*Task brief*: Where "Edgemont" appears in a line of the entries below, that line should be copied.

◇ ◇ ◇ ◇ ◇ ◇ ◇

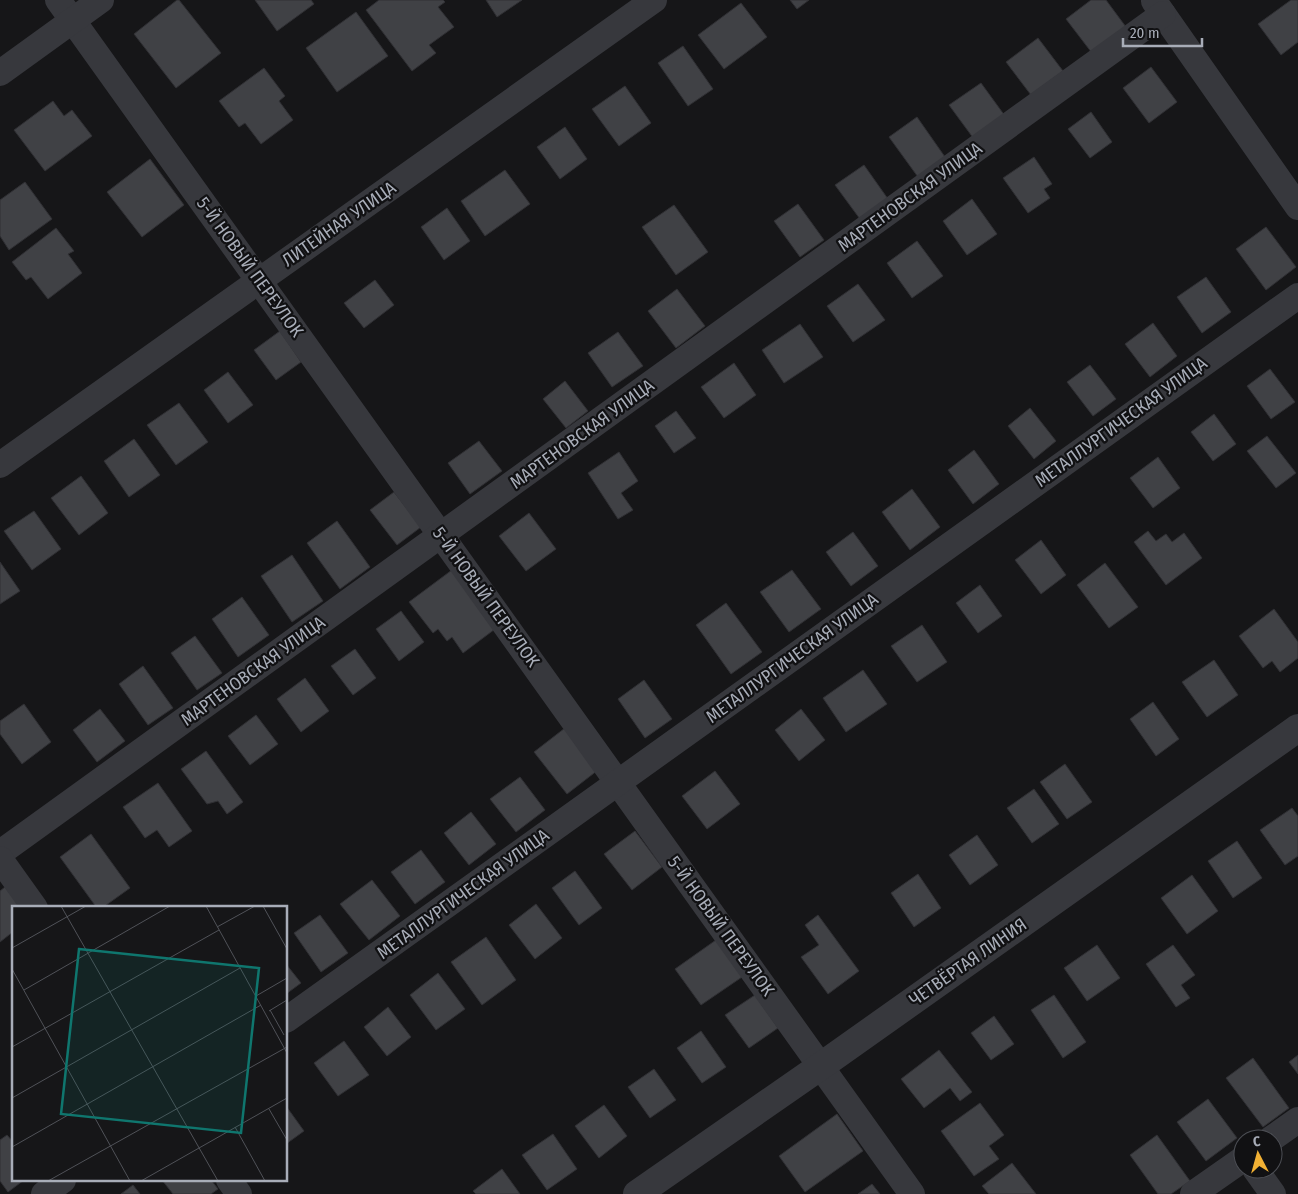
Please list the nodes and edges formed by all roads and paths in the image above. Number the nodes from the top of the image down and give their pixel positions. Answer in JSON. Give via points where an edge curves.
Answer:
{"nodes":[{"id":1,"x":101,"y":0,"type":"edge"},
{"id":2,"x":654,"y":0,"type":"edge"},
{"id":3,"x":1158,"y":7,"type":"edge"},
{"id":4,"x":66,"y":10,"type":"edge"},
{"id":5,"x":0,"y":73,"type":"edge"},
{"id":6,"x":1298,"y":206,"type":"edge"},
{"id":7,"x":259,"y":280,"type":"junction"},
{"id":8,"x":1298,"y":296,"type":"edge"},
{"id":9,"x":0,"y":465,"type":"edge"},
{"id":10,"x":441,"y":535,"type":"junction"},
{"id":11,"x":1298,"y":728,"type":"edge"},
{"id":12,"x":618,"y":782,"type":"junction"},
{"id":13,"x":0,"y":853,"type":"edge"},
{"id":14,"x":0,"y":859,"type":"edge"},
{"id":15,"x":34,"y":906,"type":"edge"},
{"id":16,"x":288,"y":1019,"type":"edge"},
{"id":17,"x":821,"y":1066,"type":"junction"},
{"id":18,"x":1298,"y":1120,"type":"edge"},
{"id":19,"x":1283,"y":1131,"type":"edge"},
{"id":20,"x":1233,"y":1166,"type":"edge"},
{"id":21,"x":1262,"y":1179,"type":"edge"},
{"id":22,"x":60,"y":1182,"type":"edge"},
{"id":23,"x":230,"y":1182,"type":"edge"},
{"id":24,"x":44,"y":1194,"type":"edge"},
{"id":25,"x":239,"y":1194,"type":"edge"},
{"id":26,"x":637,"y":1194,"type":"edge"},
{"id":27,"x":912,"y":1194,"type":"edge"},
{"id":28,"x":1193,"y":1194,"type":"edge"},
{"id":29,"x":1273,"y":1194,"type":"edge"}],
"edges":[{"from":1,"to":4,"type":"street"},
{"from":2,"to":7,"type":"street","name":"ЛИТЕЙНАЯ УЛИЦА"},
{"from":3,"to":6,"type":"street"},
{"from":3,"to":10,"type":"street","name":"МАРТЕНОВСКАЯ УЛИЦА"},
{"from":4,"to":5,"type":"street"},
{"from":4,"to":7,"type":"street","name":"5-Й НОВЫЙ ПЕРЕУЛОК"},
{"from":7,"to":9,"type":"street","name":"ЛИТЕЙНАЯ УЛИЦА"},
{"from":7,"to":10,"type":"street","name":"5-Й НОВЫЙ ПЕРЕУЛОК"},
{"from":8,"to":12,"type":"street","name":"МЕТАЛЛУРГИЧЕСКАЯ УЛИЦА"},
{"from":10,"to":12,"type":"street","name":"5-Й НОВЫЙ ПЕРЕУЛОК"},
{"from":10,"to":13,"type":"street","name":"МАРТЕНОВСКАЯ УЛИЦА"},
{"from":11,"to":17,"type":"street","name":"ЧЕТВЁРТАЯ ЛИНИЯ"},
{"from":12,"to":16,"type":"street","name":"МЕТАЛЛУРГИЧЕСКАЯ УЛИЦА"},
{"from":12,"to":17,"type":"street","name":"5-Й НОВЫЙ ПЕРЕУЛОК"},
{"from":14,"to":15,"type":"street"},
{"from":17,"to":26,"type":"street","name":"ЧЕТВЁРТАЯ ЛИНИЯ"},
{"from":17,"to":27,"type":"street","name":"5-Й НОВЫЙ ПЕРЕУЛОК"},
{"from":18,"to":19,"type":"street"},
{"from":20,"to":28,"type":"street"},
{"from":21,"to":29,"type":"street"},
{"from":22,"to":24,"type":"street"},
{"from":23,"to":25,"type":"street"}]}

◇ ◇ ◇ ◇ ◇ ◇ ◇

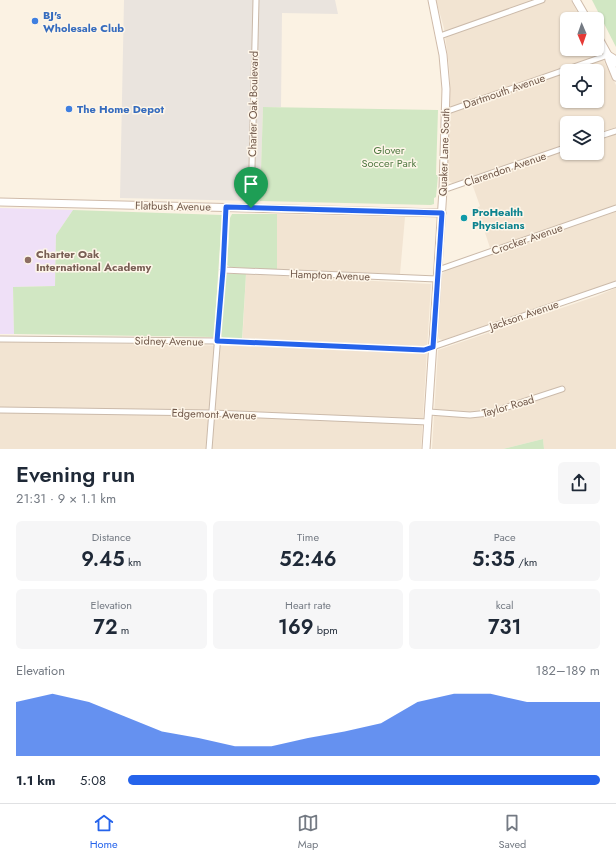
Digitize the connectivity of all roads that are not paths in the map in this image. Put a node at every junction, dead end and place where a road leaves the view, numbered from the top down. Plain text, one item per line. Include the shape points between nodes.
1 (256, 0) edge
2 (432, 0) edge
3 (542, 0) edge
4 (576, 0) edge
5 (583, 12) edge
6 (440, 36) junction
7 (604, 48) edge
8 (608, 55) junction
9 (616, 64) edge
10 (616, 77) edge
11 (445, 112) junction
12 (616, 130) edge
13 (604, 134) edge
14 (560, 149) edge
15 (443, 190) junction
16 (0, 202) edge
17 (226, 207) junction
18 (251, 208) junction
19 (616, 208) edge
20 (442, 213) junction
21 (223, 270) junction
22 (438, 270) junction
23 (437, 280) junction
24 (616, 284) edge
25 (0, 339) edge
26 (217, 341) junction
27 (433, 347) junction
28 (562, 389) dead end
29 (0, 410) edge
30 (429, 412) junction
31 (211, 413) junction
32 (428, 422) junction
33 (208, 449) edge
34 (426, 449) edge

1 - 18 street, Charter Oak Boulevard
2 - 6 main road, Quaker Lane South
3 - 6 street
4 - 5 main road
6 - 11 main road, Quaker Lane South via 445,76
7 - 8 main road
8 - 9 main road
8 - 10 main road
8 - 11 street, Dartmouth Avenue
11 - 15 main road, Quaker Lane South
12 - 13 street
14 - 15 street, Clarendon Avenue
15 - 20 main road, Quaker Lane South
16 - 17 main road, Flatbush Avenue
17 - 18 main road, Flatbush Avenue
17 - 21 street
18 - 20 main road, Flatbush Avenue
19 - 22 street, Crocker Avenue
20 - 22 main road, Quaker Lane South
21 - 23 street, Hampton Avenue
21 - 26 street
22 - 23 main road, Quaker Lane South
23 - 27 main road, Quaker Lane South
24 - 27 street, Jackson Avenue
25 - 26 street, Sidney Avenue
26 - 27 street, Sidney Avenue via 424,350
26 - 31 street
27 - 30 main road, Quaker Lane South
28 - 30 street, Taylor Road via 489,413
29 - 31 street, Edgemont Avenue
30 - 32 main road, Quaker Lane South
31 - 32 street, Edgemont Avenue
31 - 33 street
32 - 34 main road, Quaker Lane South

◇ ◇ ◇ ◇ ◇ ◇ ◇

*Written answer*:
29 - 31 street, Edgemont Avenue
31 - 32 street, Edgemont Avenue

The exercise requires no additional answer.